TASK TO COMPLETE => Would you give the number of lines in the entries that contain the word "main"? Nothing else is needed.

*** Opening of MATERIAL SHOWN ***

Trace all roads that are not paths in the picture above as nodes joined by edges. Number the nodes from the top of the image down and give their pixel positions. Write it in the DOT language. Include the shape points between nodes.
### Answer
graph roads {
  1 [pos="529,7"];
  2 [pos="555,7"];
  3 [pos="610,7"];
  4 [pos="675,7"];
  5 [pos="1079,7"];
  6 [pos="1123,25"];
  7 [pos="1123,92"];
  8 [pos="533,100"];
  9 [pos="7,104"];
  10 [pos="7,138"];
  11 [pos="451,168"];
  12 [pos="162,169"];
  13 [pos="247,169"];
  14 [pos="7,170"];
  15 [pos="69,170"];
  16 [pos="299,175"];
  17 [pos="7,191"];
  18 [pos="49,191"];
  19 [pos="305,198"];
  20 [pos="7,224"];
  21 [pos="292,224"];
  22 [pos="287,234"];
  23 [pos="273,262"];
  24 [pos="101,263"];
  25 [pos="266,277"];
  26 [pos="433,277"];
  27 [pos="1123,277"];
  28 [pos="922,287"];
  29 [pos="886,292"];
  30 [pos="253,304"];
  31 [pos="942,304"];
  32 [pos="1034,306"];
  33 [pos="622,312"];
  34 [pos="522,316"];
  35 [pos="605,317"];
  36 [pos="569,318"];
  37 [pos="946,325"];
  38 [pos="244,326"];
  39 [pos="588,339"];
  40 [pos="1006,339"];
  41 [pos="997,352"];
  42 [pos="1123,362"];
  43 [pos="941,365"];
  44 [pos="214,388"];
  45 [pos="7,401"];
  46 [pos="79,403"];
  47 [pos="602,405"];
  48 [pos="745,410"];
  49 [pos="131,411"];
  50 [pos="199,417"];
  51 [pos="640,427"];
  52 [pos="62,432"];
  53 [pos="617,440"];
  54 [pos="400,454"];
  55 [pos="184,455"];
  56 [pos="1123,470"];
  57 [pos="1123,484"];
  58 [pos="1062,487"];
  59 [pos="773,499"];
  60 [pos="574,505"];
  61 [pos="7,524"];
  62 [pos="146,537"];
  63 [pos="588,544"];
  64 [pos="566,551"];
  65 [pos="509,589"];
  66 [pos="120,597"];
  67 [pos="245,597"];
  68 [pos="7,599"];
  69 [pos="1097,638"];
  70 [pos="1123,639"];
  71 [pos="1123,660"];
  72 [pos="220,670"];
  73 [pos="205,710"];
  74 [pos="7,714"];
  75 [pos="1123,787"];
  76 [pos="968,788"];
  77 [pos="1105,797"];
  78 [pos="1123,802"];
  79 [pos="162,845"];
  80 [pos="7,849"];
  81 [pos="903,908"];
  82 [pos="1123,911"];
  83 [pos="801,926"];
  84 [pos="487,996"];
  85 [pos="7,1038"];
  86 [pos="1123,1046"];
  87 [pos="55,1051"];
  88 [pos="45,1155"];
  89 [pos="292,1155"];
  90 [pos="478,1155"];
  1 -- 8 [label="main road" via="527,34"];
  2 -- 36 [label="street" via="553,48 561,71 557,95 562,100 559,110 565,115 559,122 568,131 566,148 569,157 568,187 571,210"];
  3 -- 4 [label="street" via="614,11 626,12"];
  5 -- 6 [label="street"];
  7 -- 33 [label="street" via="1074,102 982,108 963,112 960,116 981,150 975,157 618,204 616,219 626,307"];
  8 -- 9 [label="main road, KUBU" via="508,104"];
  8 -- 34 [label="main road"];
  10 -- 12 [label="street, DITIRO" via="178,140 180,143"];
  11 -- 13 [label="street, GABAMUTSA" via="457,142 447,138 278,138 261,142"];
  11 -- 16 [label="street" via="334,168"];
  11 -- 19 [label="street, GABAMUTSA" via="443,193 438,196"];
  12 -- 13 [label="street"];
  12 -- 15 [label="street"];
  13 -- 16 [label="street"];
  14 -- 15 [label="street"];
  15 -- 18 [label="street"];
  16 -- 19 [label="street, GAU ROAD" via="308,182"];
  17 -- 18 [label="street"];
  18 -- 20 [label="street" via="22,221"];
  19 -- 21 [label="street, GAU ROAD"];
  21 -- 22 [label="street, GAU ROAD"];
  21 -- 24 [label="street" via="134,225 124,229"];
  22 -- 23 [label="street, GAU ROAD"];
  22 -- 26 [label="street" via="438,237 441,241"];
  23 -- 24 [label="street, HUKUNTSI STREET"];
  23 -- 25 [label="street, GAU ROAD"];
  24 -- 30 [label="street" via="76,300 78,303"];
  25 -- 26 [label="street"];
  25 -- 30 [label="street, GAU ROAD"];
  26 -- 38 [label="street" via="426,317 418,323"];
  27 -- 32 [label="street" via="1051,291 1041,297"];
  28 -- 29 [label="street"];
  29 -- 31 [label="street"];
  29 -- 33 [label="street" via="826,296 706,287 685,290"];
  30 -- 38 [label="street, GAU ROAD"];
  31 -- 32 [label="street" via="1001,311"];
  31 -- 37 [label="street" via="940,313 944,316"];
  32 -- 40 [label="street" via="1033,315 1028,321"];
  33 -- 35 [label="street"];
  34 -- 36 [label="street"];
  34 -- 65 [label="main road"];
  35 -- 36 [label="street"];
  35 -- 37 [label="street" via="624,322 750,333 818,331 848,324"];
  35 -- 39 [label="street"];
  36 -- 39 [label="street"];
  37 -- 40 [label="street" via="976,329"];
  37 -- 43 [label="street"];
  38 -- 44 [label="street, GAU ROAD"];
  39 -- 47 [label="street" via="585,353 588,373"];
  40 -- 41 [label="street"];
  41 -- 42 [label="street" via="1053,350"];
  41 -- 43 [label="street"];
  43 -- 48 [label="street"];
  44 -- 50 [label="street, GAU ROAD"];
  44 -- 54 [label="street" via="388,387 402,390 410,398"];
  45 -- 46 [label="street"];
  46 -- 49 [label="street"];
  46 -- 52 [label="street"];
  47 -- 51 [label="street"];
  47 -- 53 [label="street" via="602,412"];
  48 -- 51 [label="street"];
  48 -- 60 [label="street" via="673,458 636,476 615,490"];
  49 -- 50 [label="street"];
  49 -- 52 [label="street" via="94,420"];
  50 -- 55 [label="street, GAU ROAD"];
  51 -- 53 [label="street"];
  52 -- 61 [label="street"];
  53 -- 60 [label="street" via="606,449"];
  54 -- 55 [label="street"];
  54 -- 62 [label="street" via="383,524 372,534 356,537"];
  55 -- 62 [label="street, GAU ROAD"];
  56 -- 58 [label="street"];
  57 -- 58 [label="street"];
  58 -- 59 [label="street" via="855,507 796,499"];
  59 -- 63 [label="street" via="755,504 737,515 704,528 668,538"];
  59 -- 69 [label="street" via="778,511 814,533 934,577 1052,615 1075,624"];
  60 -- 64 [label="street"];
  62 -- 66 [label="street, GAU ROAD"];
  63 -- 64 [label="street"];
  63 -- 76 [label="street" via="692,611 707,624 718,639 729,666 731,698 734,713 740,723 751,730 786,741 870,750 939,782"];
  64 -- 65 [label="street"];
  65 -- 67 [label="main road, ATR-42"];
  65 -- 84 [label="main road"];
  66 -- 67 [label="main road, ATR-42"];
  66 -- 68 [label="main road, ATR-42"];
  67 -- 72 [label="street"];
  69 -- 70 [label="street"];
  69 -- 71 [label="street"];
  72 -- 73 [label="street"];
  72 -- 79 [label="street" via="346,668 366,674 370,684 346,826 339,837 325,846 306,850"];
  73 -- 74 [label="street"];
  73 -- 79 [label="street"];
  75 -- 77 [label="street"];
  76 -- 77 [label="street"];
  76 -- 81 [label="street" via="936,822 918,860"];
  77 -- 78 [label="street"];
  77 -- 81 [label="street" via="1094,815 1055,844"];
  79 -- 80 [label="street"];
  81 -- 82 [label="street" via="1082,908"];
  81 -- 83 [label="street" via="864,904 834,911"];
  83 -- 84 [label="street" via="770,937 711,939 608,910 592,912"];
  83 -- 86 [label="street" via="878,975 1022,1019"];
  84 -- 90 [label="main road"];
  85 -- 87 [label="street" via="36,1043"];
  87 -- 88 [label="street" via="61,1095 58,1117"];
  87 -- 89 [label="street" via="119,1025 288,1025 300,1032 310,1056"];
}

*** Close of MATERIAL SHOWN ***

EXPECTED ANSWER => 9